There are four cases:
* quirk cannot be disabled: example, "ignore guest PAT" on
non-self-snoop machines: the quirk must not be in KVM_CAP_DISABLE_QUIRKS2
* quirk can be disabled: the quirk must be in KVM_CAP_DISABLE_QUIRKS2
* quirk is always disabled: right now we're always exposing those in
KVM_CAP_DISABLE_QUIRKS2, so we should keep that behavior. If desired we
could add a capability like KVM_CAP_DISABLED_QUIRKS
* for some VMs, quirk is always disabled: this is the case also for the
zap_all quirk that you have previously introduced. Right now there's no
way to query it, but KVM_CAP_DISABLED_QUIRKS would also cover this. If
KVM_CAP_DISABLED_QUIRKS was introduced, zap_all could be added too.
So, could we also expose KVM_X86_QUIRK_EPT_IGNORE_GUEST_PAT in
KVM_CAP_DISABLE_QUIRKS2 on Intel platforms without self-snoop, but ensure that
disabling the quirk has no effect?
To keep the API clear, disabling the quirk should *always* have the
effect of going to the non-quirky behavior. Which may be no effect at
all if the non-quirky behavior is the only one---but the important thing
is that you don't want the quirky/buggy/non-architectural behavior after
a successful KVM_ENABLE_CAP(KVM_CAP_DISABLE_QUIRKS2).
There is a pre-existing bug in that I think
KVM_ENABLE_CAP(KVM_CAP_DISABLE_QUIRKS2) should be cumulative, i.e.
should not allow re-enabling a previously-disabled quirk.

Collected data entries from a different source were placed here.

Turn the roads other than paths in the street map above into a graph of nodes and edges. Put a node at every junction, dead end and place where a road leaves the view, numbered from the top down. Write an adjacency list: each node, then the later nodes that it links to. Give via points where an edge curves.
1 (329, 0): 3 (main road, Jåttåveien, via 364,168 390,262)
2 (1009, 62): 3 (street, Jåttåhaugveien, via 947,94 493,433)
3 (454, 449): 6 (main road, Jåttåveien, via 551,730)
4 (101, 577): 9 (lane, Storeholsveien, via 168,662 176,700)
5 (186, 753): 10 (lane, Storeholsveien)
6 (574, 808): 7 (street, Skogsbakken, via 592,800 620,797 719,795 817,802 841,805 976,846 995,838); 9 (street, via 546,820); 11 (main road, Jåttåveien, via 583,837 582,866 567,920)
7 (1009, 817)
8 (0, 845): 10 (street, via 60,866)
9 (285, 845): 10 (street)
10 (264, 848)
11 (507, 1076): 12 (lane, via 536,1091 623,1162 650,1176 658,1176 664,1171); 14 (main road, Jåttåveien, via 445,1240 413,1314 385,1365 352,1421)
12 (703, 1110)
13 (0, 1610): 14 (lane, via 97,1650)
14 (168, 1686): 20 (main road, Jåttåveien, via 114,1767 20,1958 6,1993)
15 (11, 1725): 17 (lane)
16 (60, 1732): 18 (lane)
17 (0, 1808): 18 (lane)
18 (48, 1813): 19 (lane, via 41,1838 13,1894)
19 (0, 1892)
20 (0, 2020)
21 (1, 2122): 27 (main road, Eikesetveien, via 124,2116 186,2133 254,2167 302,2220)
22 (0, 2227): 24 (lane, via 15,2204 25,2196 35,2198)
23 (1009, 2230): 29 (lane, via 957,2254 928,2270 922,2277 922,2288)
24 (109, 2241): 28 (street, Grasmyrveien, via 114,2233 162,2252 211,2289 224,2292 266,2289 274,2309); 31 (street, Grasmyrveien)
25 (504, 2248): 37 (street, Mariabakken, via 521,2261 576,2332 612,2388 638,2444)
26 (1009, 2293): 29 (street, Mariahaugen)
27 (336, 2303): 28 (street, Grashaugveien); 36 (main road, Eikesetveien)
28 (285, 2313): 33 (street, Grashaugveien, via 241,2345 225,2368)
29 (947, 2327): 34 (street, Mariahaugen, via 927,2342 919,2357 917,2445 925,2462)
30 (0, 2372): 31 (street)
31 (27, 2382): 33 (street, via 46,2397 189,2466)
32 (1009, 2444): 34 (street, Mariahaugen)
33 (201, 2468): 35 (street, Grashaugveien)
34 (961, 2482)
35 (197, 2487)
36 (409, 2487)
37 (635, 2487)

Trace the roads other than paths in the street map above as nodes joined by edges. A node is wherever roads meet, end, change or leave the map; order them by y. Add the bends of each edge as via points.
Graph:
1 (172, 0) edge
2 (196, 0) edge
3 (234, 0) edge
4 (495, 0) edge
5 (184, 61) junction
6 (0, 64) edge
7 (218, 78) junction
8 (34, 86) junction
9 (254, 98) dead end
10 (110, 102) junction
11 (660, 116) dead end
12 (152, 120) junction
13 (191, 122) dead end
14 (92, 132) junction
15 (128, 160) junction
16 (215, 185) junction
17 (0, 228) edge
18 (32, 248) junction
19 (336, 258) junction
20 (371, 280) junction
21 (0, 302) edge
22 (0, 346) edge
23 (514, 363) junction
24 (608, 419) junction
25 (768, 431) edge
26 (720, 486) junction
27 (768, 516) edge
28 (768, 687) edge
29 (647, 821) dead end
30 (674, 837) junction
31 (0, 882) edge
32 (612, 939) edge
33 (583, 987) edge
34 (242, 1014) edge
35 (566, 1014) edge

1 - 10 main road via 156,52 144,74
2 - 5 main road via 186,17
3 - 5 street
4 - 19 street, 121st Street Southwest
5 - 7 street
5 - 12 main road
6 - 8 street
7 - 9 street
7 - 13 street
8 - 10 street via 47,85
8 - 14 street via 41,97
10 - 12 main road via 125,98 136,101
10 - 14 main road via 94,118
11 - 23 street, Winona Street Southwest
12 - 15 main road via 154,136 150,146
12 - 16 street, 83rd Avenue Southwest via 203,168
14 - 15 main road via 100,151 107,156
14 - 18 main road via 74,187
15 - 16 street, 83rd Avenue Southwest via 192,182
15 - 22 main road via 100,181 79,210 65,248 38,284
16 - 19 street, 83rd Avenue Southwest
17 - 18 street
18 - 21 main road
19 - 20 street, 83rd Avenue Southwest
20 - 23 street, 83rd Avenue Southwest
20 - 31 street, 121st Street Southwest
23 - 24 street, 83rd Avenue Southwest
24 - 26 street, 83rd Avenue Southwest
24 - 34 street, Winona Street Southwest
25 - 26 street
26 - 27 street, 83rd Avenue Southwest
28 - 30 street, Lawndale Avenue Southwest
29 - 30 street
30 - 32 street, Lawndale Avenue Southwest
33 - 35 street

I think we
can change that without worrying about breaking userspace there, as the
current behavior is the most surprising.
As to the second, we already have an example of a quirk that is also active,
though we don't represent that in kvm->arch.disabled_quirks: that's
KVM_X86_QUIRK_CD_NW_CLEARED which is for AMD only and is effectively always
disabled on Intel platforms. For those cases, we need to expose the quirk
I also have a concern about this one. Please find my comments in v2.
Ok, I'll reply there too.
anyway in KVM_CAP_DISABLE_QUIRKS2, so that userspace knows that KVM is
*aware* of a particular issue. In other words, even if disabling it has no
effect, userspace may want to know that it can rely on the problematic
behavior not being present.
I'm testing an alternative series and will post it shortly.
Thanks a lot for helping with refining the patches!
Thanks to you and sorry that the patches weren't of the best quality - I
mostly wanted to start the discussion on the userspace API side before
the beginning of the week in your time zone.
Paolo